Mission #3 on the Trail

Mission San Juan was definitely the eeriest of the missions. I'm sure it was the lack or people, seeing as this mission is not one of the top sights. And perhaps it's because it's a few miles from the main traffic of San Antonio and quiet. But, it probably gave me the creeps even more after reading the plaque by the entrance that reads it as a "sacred buriel sight" used by the Native Americans on the land before the Spanish friars built the mission.

A bit of history from the website:
"Originally founded in 1716 in eastern Texas, Mission San Juan was transferred in 1731 to its present location. In 1756, the stone church, a friary, and a granary were completed. A larger church was begun, but was abandoned when half complete, the result of population decline.

San Juan was a self-sustaining community. Within the compound, Indian artisans produced iron tools, cloth, and prepared hides. Orchards and gardens outside the walls provided melons, pumpkins, grapes, and peppers. Beyond the mission complex Indian farmers cultivated maize (corn), beans, squash, sweet potatoes, and sugar cane in irrigated fields. These products helped support not only the San Antonio missions, but also the local settlements and presidial garrisons in the area. By the mid 1700s, San Juan, with its rich farm and pasturelands, was a regional supplier of agricultural produce. With its surplus, San Juan established a trade network stretching east to Louisiana and south to Coahuila, Mexico. This thriving economy helped the mission to survive epidemics and Indian attacks in its final years."
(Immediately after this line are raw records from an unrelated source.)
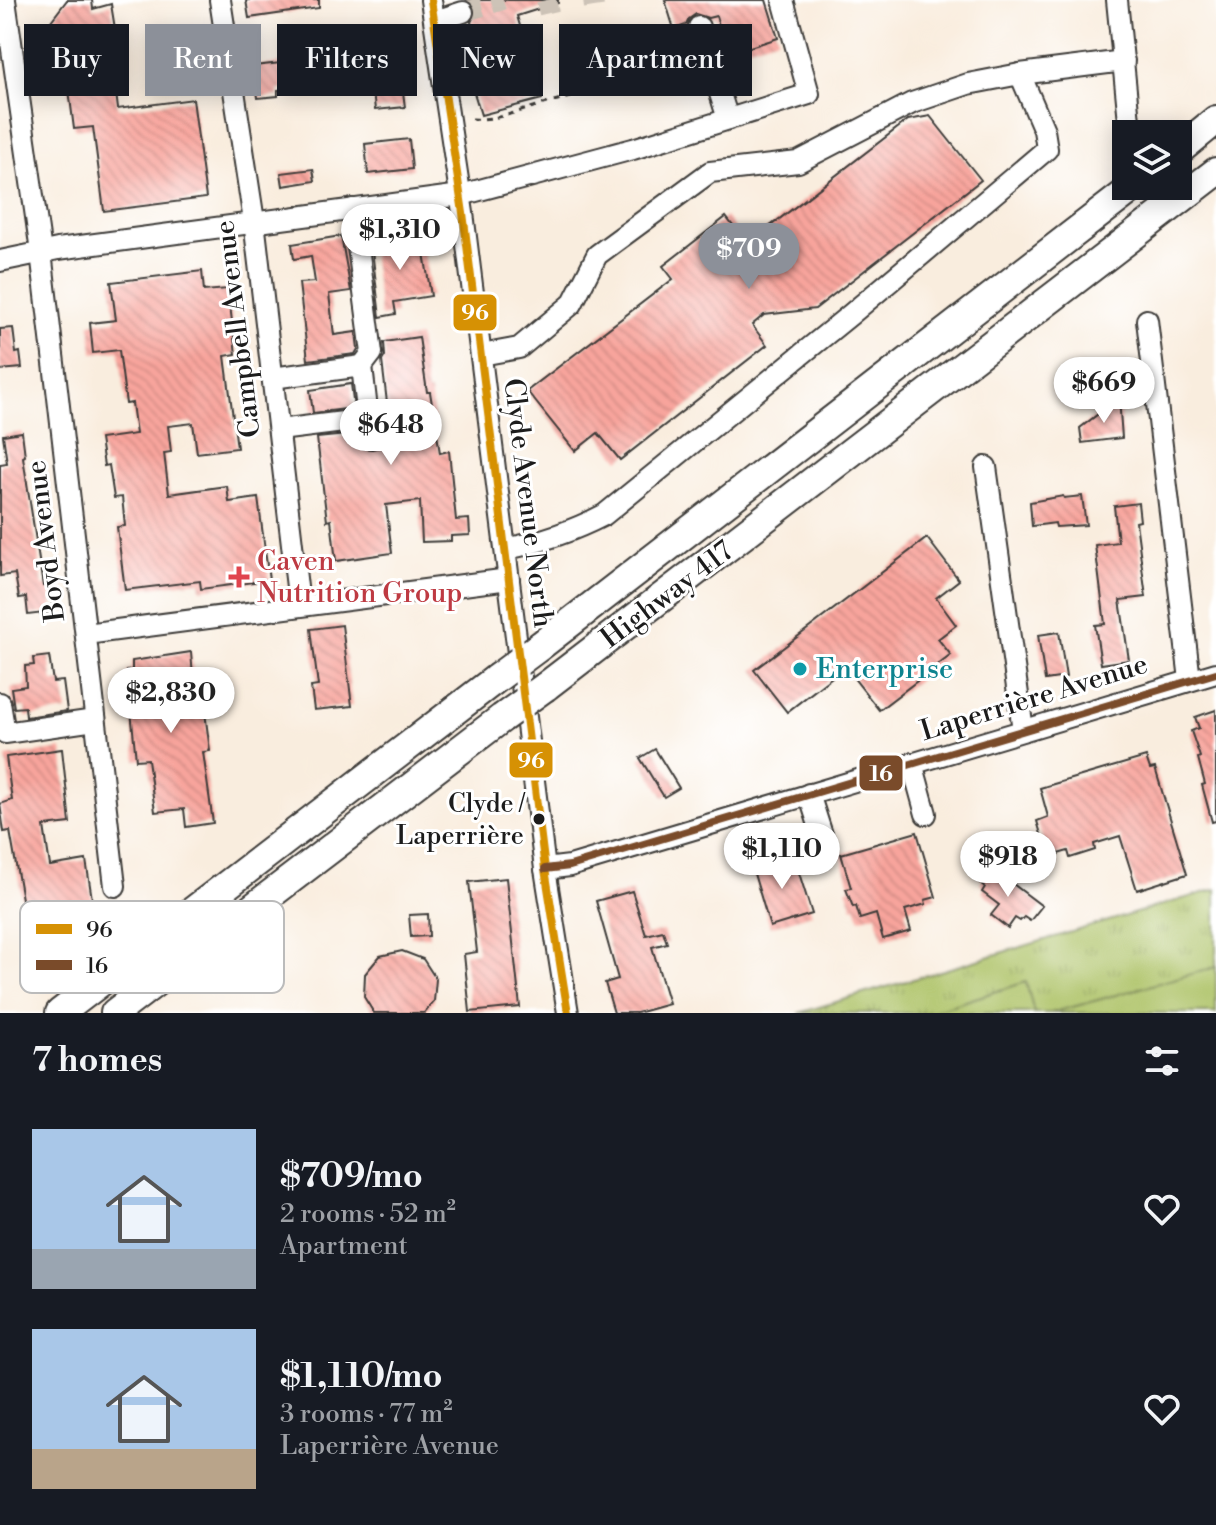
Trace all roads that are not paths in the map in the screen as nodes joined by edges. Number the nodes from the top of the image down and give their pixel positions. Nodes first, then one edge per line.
1 (5, 0) edge
2 (220, 0) edge
3 (431, 0) edge
4 (783, 0) edge
5 (1117, 0) edge
6 (463, 12) tunnel mouth
7 (435, 21) junction
8 (1124, 61) junction
9 (1020, 74) junction
10 (721, 96) edge
11 (728, 119) junction
12 (1129, 120) edge
13 (1216, 120) edge
14 (1192, 140) edge
15 (1216, 172) edge
16 (461, 195) junction
17 (1117, 200) edge
18 (353, 209) junction
19 (254, 221) junction
20 (41, 252) junction
21 (0, 261) edge
22 (1147, 320) dead end
23 (481, 355) junction
24 (362, 366) junction
25 (272, 378) junction
26 (279, 430) junction
27 (986, 467) dead end
28 (506, 549) junction
29 (509, 579) junction
30 (299, 604) junction
31 (86, 634) junction
32 (1216, 673) edge
33 (1190, 680) junction
34 (0, 703) edge
35 (95, 720) junction
36 (1023, 730) junction
37 (912, 763) junction
38 (809, 794) junction
39 (926, 814) dead end
40 (825, 844) dead end
41 (545, 869) junction
42 (115, 886) dead end
43 (206, 901) edge
44 (262, 901) edge
45 (86, 993) edge
46 (141, 993) edge
47 (60, 1013) edge
48 (115, 1013) edge
49 (568, 1013) edge

1 - 20 street, Boyd Avenue
2 - 19 street, Campbell Avenue
3 - 7 street, Clyde Avenue North
4 - 11 street
5 - 8 street
6 - 7 street
7 - 16 street, Clyde Avenue North
8 - 9 street
8 - 12 street
9 - 23 street
9 - 28 street
10 - 11 street
11 - 16 street
13 - 14 highway
15 - 44 highway, Highway 417, bridge
16 - 18 street
16 - 23 street, Clyde Avenue North
17 - 43 highway, bridge
18 - 19 street
18 - 24 street
19 - 20 street
19 - 25 street, Campbell Avenue
20 - 21 street
20 - 31 street, Boyd Avenue
22 - 33 street
23 - 28 street, Clyde Avenue North
24 - 25 street
24 - 26 street
25 - 26 street, Campbell Avenue
26 - 30 street, Campbell Avenue
27 - 36 street
28 - 29 street, Clyde Avenue North
29 - 30 street
29 - 41 street, Clyde Avenue North
30 - 31 street
31 - 35 street, Boyd Avenue
32 - 33 street, Laperrière Avenue
33 - 36 street, Laperrière Avenue
34 - 35 street
35 - 42 street, Boyd Avenue
36 - 37 street, Laperrière Avenue
37 - 38 street, Laperrière Avenue
37 - 39 street
38 - 40 street
38 - 41 street, Laperrière Avenue
41 - 49 street, Clyde Avenue North
45 - 47 highway, bridge
46 - 48 highway, Highway 417, bridge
There is no longer a wall that surrounds the complex. It appears to be very flat area with a sidewalk around the grounds. The signs ask visitors to "respect" the grounds and stay on the sidewalk. When I visited there were no rangers or anyone available, although there was a car outside the priest's living quarters. The church did not appear to be open and there was no tour or sign available. Because I felt a bit uneasy I didn't go inside to view the chapel, you never know where danger lurks...

The mission itself was very picturesque. I enjoyed my photographs and walk around the grounds. I would just recommend going when there's more than your own car in the parking lot or perhaps with a friend or travelling companion.

Park Hours 9am-5pm and FREE to tour.

Cell phone tours are available here, since there is no ranger on site.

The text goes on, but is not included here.